What to produce: Reproduce each entry exactly, so that everything except the pictures is carried over.

Supplied entries:
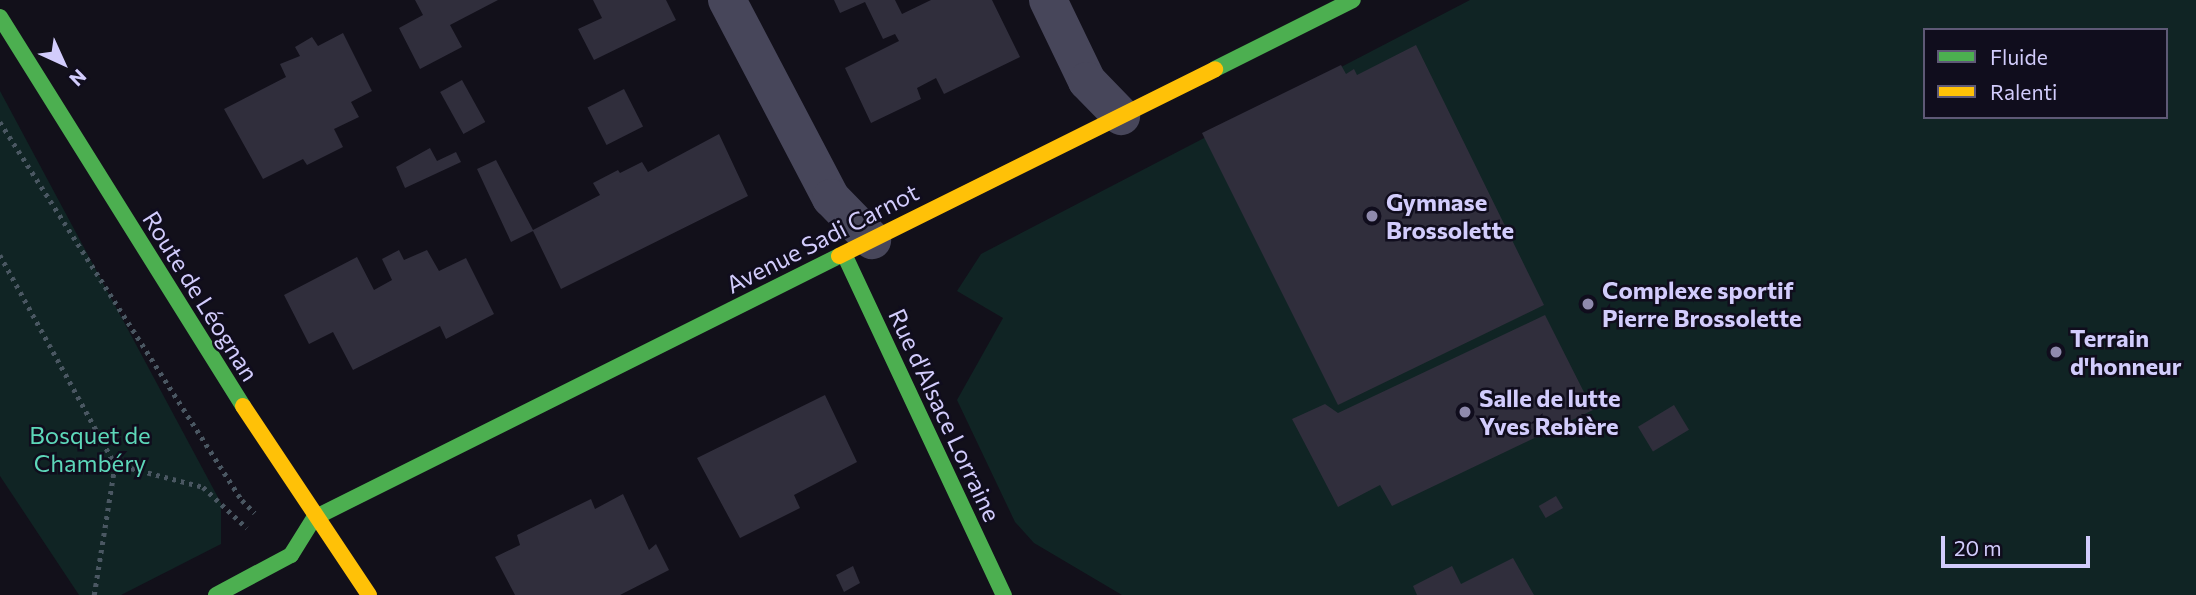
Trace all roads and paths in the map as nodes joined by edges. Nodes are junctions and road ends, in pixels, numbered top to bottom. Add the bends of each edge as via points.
1 (727, 0) edge
2 (1048, 0) edge
3 (1353, 0) edge
4 (0, 17) edge
5 (1121, 116) junction
6 (0, 122) edge
7 (858, 247) junction
8 (0, 255) edge
9 (115, 464) junction
10 (314, 518) junction
11 (286, 557) junction
12 (94, 595) edge
13 (216, 595) edge
14 (369, 595) edge
15 (1004, 595) edge

1 - 7 street
2 - 5 street via 1087,81
3 - 5 street, Avenue Sadi Carnot
4 - 10 street, Route de Léognan
5 - 7 street, Avenue Sadi Carnot
6 - 11 path via 242,500
7 - 10 street, Avenue Sadi Carnot
7 - 15 street, Rue d'Alsace Lorraine
8 - 9 path
9 - 11 path via 203,487
9 - 12 path
10 - 11 street
10 - 14 street, Route de Léognan
11 - 13 street

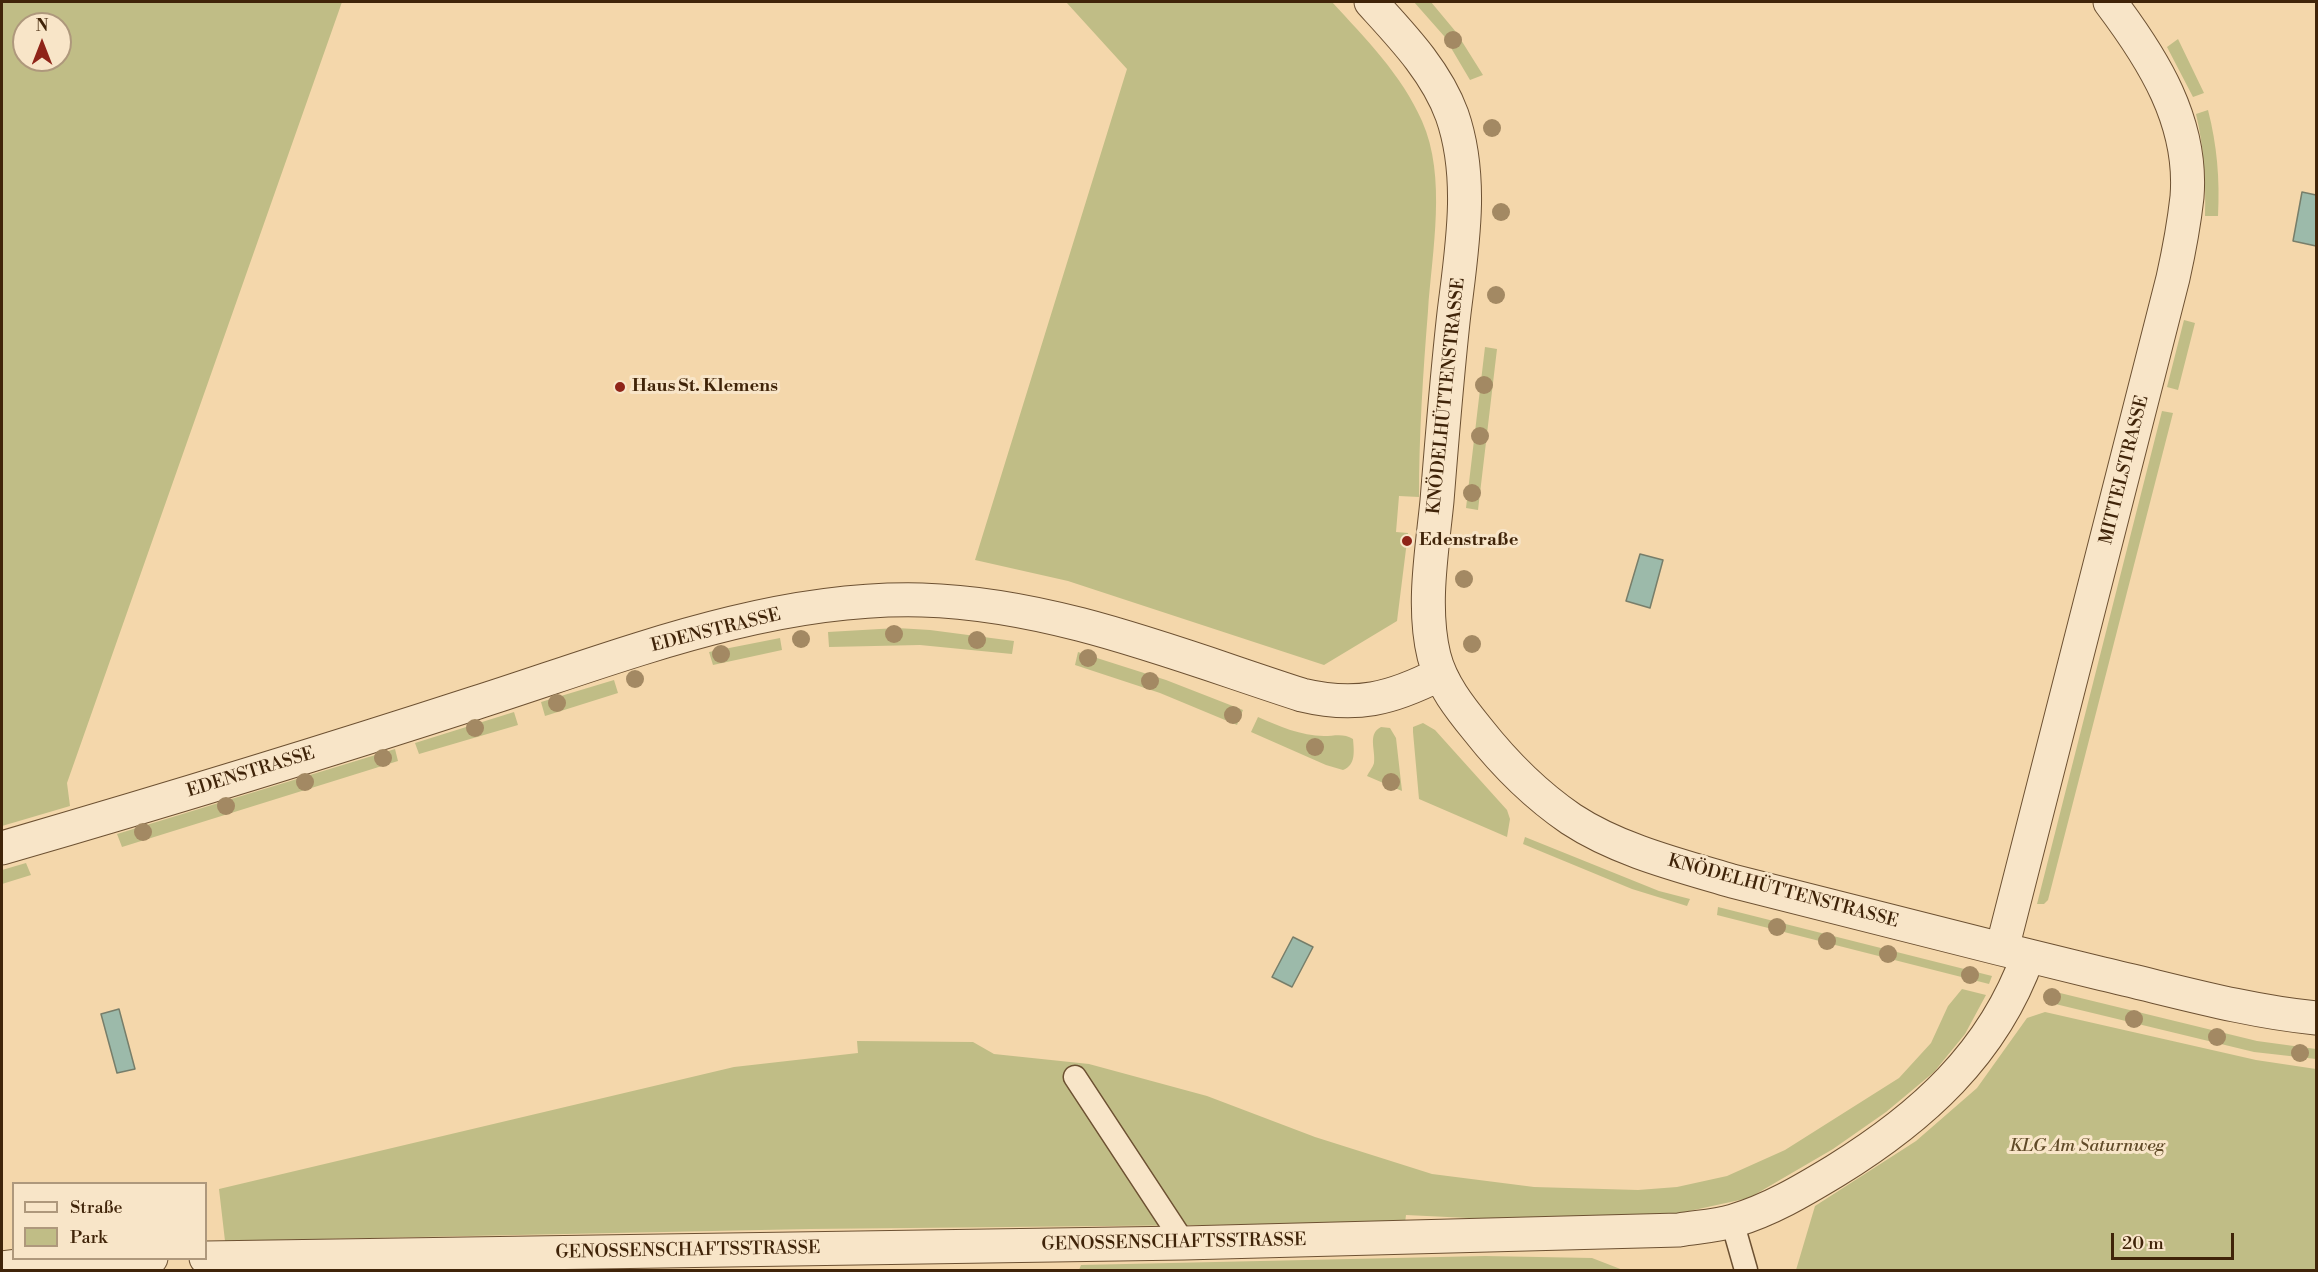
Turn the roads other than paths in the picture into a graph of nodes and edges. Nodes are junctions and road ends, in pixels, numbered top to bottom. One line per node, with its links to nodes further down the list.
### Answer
1 (1371, 2): 3 (street, KNÖDELHÜTTENSTRASSE)
2 (2110, 2): 5 (street, MITTELSTRASSE)
3 (1440, 674): 4 (street, EDENSTRASSE); 5 (street, KNÖDELHÜTTENSTRASSE)
4 (2, 848)
5 (2015, 952): 6 (street, KNÖDELHÜTTENSTRASSE); 8 (street, GENOSSENSCHAFTSSTRASSE)
6 (2316, 1018)
7 (1075, 1077): 9 (lane)
8 (1732, 1221): 9 (street, GENOSSENSCHAFTSSTRASSE); 14 (lane)
9 (1184, 1243): 11 (street, GENOSSENSCHAFTSSTRASSE)
10 (207, 1258): 11 (street, GENOSSENSCHAFTSSTRASSE)
11 (1020, 1258)
12 (58, 1260): 13 (street)
13 (2, 1268)
14 (1746, 1270)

Exercise response:
Trace all roads and paths in the map as nodes joined by edges. Nodes are junctions and road ends, in pixels, numbered top to bottom. Add the bends of each edge as via points.
1 (727, 0) edge
2 (1048, 0) edge
3 (1353, 0) edge
4 (0, 17) edge
5 (1121, 116) junction
6 (0, 122) edge
7 (858, 247) junction
8 (0, 255) edge
9 (115, 464) junction
10 (314, 518) junction
11 (286, 557) junction
12 (94, 595) edge
13 (216, 595) edge
14 (369, 595) edge
15 (1004, 595) edge

1 - 7 street
2 - 5 street via 1087,81
3 - 5 street, Avenue Sadi Carnot
4 - 10 street, Route de Léognan
5 - 7 street, Avenue Sadi Carnot
6 - 11 path via 242,500
7 - 10 street, Avenue Sadi Carnot
7 - 15 street, Rue d'Alsace Lorraine
8 - 9 path
9 - 11 path via 203,487
9 - 12 path
10 - 11 street
10 - 14 street, Route de Léognan
11 - 13 street

Turn the roads other than paths in the picture into a graph of nodes and edges. Nodes are junctions and road ends, in pixels, numbered top to bottom. One line per node, with its links to nodes further down the list.
### Answer
1 (1371, 2): 3 (street, KNÖDELHÜTTENSTRASSE)
2 (2110, 2): 5 (street, MITTELSTRASSE)
3 (1440, 674): 4 (street, EDENSTRASSE); 5 (street, KNÖDELHÜTTENSTRASSE)
4 (2, 848)
5 (2015, 952): 6 (street, KNÖDELHÜTTENSTRASSE); 8 (street, GENOSSENSCHAFTSSTRASSE)
6 (2316, 1018)
7 (1075, 1077): 9 (lane)
8 (1732, 1221): 9 (street, GENOSSENSCHAFTSSTRASSE); 14 (lane)
9 (1184, 1243): 11 (street, GENOSSENSCHAFTSSTRASSE)
10 (207, 1258): 11 (street, GENOSSENSCHAFTSSTRASSE)
11 (1020, 1258)
12 (58, 1260): 13 (street)
13 (2, 1268)
14 (1746, 1270)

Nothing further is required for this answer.